The problem:
Word for word, output the data, with none of its pictures.

* * * *

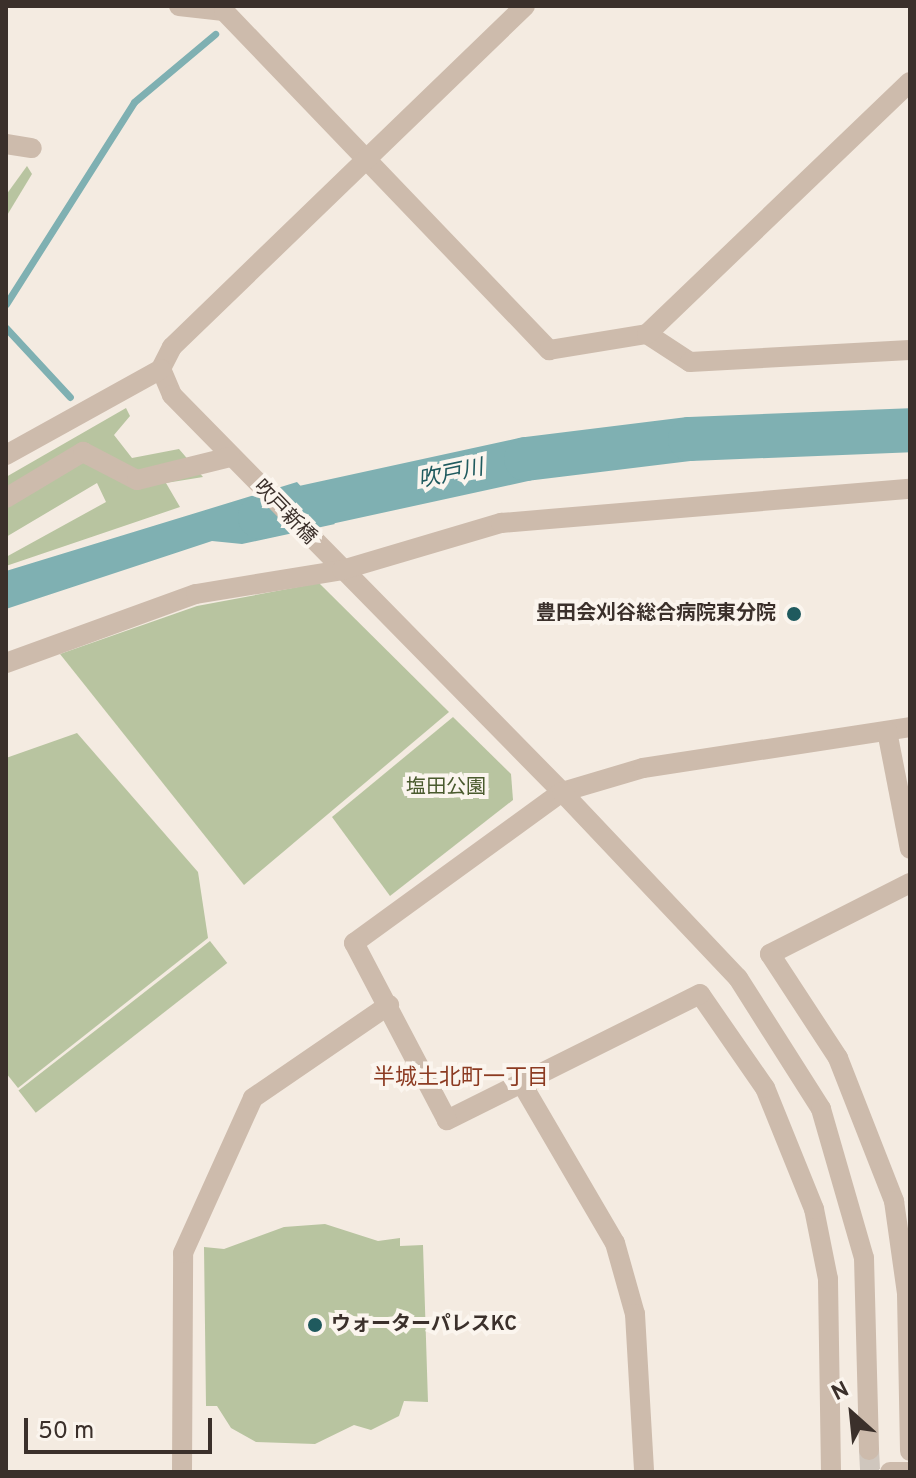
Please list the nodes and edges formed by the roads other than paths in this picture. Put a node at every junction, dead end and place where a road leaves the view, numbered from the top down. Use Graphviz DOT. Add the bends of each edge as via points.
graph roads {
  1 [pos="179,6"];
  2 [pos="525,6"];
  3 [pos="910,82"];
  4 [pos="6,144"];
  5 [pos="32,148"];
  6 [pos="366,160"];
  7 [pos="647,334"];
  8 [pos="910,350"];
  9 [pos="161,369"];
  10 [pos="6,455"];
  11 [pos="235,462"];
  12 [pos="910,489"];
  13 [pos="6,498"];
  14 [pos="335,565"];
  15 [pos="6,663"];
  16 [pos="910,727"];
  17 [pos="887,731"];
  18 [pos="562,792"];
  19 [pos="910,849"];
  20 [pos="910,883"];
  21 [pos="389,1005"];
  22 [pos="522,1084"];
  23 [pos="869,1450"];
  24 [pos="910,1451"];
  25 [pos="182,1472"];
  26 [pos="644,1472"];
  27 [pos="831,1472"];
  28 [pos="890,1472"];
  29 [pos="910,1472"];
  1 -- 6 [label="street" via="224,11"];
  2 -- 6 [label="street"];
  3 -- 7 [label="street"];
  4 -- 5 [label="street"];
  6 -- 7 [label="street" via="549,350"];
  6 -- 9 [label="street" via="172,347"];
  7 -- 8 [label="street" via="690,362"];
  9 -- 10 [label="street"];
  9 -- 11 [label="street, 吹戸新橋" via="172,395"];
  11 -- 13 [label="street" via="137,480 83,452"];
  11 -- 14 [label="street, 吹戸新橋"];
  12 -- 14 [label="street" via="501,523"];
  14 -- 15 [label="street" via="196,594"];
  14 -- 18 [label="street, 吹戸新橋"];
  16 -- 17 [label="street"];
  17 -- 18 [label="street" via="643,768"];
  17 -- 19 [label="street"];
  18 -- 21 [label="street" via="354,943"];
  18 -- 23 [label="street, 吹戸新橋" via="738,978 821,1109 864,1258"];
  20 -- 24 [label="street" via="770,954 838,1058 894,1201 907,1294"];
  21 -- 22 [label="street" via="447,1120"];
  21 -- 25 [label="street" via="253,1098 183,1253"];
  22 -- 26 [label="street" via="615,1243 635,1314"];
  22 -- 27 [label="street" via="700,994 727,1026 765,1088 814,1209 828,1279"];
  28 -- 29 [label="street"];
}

* * * *

Response to the task:
Please list the nodes and edges formed by the roads other than paths in this picture. Put a node at every junction, dead end and place where a road leaves the view, numbered from the top down. Use Graphviz DOT. Add the bends of each edge as via points.
graph roads {
  1 [pos="179,6"];
  2 [pos="525,6"];
  3 [pos="910,82"];
  4 [pos="6,144"];
  5 [pos="32,148"];
  6 [pos="366,160"];
  7 [pos="647,334"];
  8 [pos="910,350"];
  9 [pos="161,369"];
  10 [pos="6,455"];
  11 [pos="235,462"];
  12 [pos="910,489"];
  13 [pos="6,498"];
  14 [pos="335,565"];
  15 [pos="6,663"];
  16 [pos="910,727"];
  17 [pos="887,731"];
  18 [pos="562,792"];
  19 [pos="910,849"];
  20 [pos="910,883"];
  21 [pos="389,1005"];
  22 [pos="522,1084"];
  23 [pos="869,1450"];
  24 [pos="910,1451"];
  25 [pos="182,1472"];
  26 [pos="644,1472"];
  27 [pos="831,1472"];
  28 [pos="890,1472"];
  29 [pos="910,1472"];
  1 -- 6 [label="street" via="224,11"];
  2 -- 6 [label="street"];
  3 -- 7 [label="street"];
  4 -- 5 [label="street"];
  6 -- 7 [label="street" via="549,350"];
  6 -- 9 [label="street" via="172,347"];
  7 -- 8 [label="street" via="690,362"];
  9 -- 10 [label="street"];
  9 -- 11 [label="street, 吹戸新橋" via="172,395"];
  11 -- 13 [label="street" via="137,480 83,452"];
  11 -- 14 [label="street, 吹戸新橋"];
  12 -- 14 [label="street" via="501,523"];
  14 -- 15 [label="street" via="196,594"];
  14 -- 18 [label="street, 吹戸新橋"];
  16 -- 17 [label="street"];
  17 -- 18 [label="street" via="643,768"];
  17 -- 19 [label="street"];
  18 -- 21 [label="street" via="354,943"];
  18 -- 23 [label="street, 吹戸新橋" via="738,978 821,1109 864,1258"];
  20 -- 24 [label="street" via="770,954 838,1058 894,1201 907,1294"];
  21 -- 22 [label="street" via="447,1120"];
  21 -- 25 [label="street" via="253,1098 183,1253"];
  22 -- 26 [label="street" via="615,1243 635,1314"];
  22 -- 27 [label="street" via="700,994 727,1026 765,1088 814,1209 828,1279"];
  28 -- 29 [label="street"];
}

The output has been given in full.